Una resistenza preoccupante
Il giorno seguente, le condizioni del paziente peggiorano. I suoi avambracci sono rossi, gonfi, e le dita presentano i segni di un'infezione profonda dei tessuti. Ricoverato d'urgenza, deve subire un intervento chirurgico per rimuovere i tessuti infetti e riceve diversi tipi di antibiotici per via endovenosa.
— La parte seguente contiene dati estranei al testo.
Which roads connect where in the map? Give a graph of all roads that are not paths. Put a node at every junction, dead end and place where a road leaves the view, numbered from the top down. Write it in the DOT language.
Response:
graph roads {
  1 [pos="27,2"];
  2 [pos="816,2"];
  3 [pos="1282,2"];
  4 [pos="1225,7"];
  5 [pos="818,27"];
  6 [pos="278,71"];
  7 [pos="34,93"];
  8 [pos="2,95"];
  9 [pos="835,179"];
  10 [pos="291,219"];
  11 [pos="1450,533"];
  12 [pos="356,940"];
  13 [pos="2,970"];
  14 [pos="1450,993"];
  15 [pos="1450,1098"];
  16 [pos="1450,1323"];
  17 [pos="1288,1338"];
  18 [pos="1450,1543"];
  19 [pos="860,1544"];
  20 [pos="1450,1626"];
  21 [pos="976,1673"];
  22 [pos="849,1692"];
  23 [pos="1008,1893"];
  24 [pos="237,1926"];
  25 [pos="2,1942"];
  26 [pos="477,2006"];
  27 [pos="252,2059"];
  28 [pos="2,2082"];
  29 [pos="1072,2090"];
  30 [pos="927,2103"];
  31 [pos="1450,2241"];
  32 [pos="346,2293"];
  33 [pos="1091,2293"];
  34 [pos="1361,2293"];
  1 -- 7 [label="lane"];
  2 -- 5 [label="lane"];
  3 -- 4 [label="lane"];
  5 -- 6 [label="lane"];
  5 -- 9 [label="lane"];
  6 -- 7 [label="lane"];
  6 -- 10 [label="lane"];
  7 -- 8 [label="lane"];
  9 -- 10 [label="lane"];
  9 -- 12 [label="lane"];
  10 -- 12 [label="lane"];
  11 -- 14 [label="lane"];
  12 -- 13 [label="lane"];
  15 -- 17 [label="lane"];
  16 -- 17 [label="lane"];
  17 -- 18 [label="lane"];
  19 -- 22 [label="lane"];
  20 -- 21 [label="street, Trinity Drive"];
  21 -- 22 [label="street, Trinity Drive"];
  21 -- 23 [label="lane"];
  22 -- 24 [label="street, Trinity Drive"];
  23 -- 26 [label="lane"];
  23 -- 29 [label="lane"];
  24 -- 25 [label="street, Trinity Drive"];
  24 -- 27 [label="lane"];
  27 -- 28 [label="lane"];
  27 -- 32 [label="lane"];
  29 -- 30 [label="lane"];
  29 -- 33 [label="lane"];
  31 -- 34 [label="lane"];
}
Incuriositi dalla virulenza di questa infezione, i ricercatori dell'ospedale universitario di Cambridge analizzano i campioni. Se i morsi di gatto sono solitamente associati al batterio Pasteurella multocida, i risultati del DNA rivelano un batterio del genere Globicatella.
Un nuovo membro del genere Globicatella
Finora, solo due specie erano conosciute in questo gruppo, e nessuna corrispondeva perfettamente a questa. Questa nuova specie, ancora senza nome ufficiale, si distingue per la sua resistenza agli antibiotici solitamente efficaci contro le infezioni cutanee classiche.
Il paziente britannico si è infine ristabilito dopo cinque giorni di trattamento antibiotico mirato, ma questa scoperta ricorda che la fauna urbana rimane un serbatoio di biodiversità batterica ancora largamente inesplorato.